[[ GIVEN RECORDS, beginning ]]

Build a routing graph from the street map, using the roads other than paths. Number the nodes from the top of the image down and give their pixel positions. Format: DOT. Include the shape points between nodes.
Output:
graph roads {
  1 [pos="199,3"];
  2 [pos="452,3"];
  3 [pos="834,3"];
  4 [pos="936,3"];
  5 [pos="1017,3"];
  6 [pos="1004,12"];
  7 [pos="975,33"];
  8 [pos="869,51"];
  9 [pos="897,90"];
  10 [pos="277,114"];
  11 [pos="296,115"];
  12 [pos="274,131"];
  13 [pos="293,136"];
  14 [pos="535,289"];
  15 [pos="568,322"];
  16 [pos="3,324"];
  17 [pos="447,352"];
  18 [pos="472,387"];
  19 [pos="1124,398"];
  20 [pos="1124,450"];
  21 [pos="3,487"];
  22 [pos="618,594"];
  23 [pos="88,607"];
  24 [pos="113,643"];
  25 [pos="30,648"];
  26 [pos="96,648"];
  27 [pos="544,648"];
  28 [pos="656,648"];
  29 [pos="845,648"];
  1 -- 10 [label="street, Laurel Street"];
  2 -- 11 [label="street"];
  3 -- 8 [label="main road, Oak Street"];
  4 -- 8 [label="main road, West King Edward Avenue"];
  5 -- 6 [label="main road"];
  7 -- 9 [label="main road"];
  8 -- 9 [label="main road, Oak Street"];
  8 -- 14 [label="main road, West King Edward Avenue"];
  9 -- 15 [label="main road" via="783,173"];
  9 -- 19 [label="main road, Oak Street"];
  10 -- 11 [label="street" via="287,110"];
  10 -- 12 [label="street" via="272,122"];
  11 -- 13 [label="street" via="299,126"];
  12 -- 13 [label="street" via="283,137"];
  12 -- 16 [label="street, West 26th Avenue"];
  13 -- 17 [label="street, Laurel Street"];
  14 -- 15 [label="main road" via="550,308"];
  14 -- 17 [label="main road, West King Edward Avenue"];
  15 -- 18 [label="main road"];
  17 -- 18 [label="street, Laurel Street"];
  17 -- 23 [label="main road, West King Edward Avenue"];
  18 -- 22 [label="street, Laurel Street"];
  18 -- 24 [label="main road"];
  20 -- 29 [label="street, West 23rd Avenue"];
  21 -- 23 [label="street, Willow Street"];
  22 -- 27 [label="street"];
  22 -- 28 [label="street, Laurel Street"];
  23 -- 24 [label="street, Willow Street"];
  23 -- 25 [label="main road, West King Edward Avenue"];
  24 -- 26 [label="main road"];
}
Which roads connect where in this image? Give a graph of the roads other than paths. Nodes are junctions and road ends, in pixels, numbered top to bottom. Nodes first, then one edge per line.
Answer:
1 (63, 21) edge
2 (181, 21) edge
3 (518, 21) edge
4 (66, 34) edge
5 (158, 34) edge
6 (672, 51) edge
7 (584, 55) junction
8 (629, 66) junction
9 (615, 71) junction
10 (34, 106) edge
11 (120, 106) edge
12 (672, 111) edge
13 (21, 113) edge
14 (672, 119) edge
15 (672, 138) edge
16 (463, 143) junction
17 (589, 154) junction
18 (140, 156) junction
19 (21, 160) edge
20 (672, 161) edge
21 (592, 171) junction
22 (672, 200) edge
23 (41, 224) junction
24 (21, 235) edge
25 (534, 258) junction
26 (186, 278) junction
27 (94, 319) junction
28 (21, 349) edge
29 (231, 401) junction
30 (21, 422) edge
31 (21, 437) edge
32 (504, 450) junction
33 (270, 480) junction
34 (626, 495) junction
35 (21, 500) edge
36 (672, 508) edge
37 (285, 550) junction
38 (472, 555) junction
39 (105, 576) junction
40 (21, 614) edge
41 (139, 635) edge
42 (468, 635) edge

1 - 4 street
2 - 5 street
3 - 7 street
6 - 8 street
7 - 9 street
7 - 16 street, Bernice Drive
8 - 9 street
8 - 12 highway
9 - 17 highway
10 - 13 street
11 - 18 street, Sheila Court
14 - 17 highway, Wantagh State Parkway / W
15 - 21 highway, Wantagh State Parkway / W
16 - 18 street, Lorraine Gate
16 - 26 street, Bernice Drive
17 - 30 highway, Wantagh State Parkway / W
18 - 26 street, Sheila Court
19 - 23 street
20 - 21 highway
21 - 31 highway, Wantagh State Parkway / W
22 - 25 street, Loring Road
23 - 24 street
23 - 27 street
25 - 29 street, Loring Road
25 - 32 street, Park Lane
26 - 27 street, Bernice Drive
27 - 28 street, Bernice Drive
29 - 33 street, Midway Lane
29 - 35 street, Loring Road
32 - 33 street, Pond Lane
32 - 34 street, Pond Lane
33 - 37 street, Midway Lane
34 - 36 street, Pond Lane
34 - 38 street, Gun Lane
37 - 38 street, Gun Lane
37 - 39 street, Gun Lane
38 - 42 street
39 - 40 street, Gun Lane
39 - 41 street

[[ GIVEN RECORDS, end ]]

• _TASK GOAL_: Copy from the entries only those lines that hold the word "West".

• _EXPECTED ANSWER_:
  4 -- 8 [label="main road, West King Edward Avenue"];
  8 -- 14 [label="main road, West King Edward Avenue"];
  12 -- 16 [label="street, West 26th Avenue"];
  14 -- 17 [label="main road, West King Edward Avenue"];
  17 -- 23 [label="main road, West King Edward Avenue"];
  20 -- 29 [label="street, West 23rd Avenue"];
  23 -- 25 [label="main road, West King Edward Avenue"];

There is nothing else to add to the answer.